From the above provision, petitioner, as vendor or assignor, is bound to warrant the existence
and legality of the credit at the time of the sale or assignment. When Jomero claimed that it was
no longer indebted to petitioner since the latter also had an unpaid obligation to21 it, it essentially
meant that its obligation to petitioner has been extinguished by compensation. In other words,
respondent alleged the non-existence of the credit and asserted its claim to petitioner’s warranty
under the assignment. Therefore, it behooved on petitioner to make good its warranty and paid
the obligation.
Furthermore, we find that petitioner breached his obligation under the Deed of Assignment, to
wit:
And the ASSIGNOR further agrees and stipulates as aforesaid that the said ASSIGNOR, his heirs,
executors, administrators, or assigns, shall and will at times hereafter, at the request of said ASSIGNEE, its
successors or assigns, at his cost and expense, execute and do all such further acts and deeds as shall be
reasonably necessary to effectually enable said ASSIGNEE to recover22 whatever collectibles said ASSIGNOR
has in accordance with the true intent and meaning of these presents. (italics ours)
Indeed, by warranting the existence of the credit, petitioner should be deemed to have ensured
the performance thereof in case the same is later found to be inexistent. He should be held liable
to pay to respondent the amount of his indebtedness.

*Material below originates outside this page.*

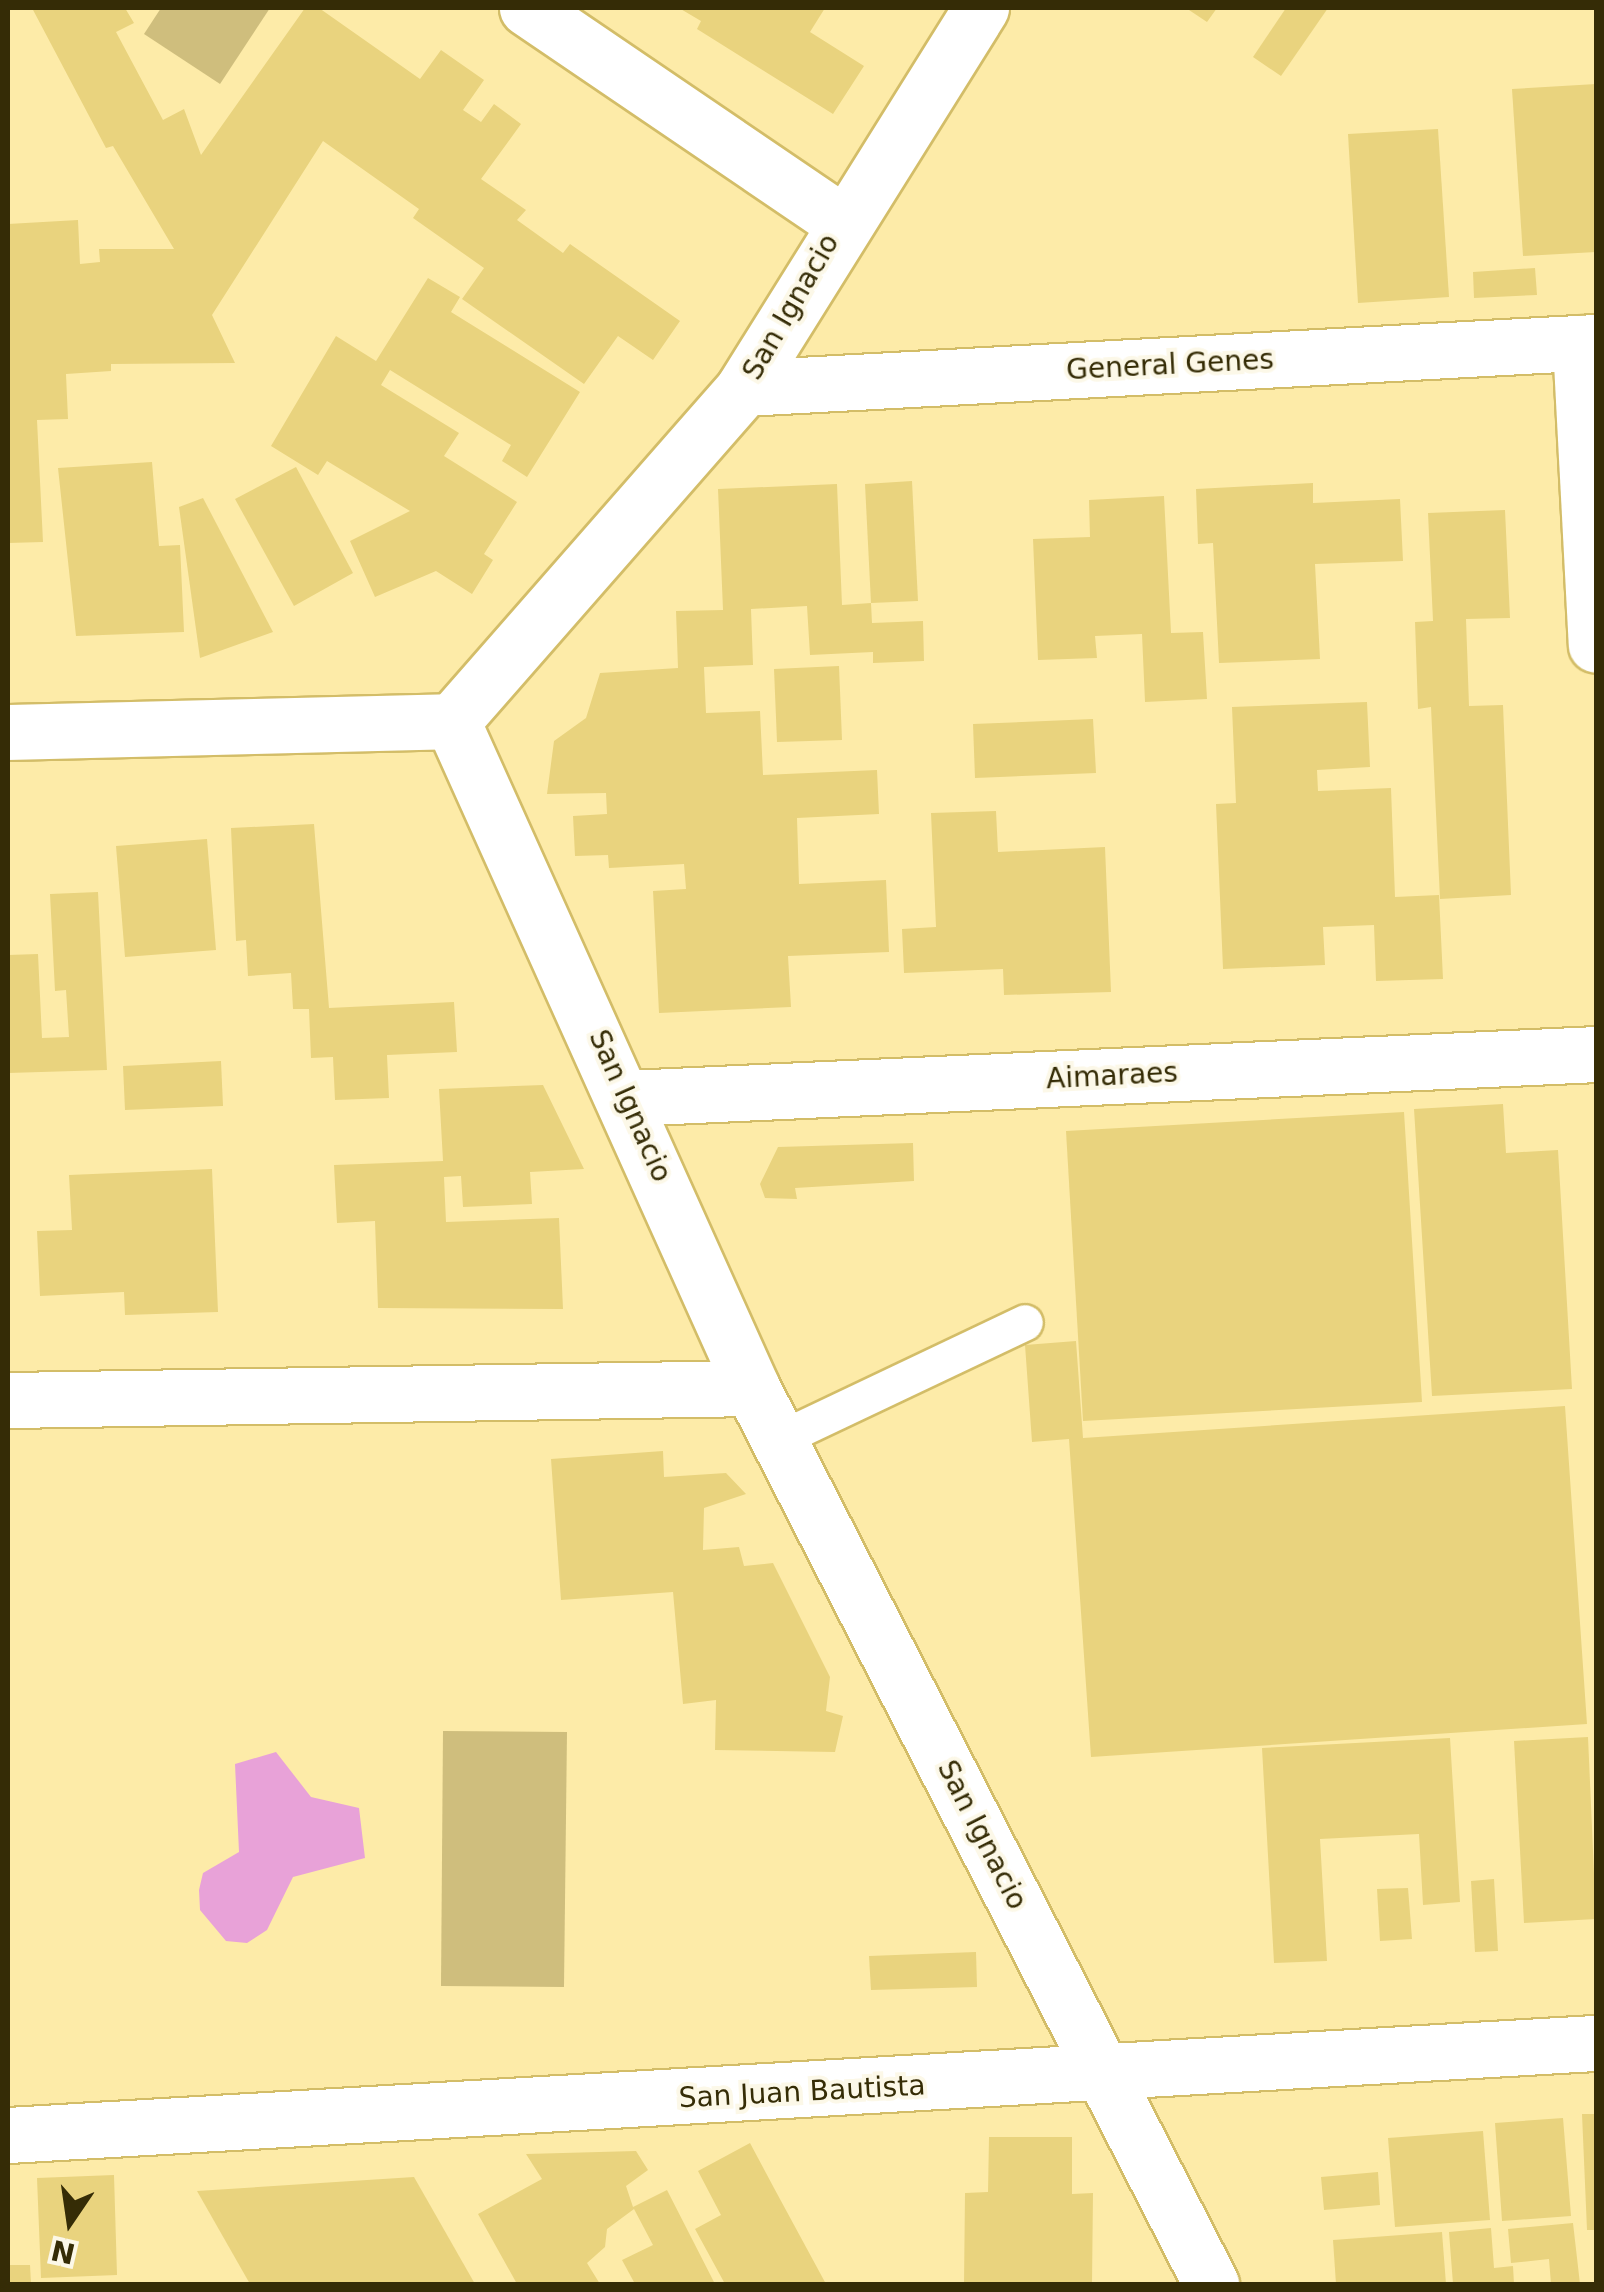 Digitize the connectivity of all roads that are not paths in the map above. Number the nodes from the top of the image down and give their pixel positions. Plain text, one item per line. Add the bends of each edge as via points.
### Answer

Hence, we affirm the decision of the Court of Appeals ordering petitioner to pay respondent the
sum of P335,462.14 with legal interest thereon. However, we find that the award by the Court of
Appeals of attorney’s fees is without factual basis. No evidence or testimony was presented to
substantiate this claim. Attorney’s fees, being in the nature of actual damages, must be duly
substantiated by competent proof.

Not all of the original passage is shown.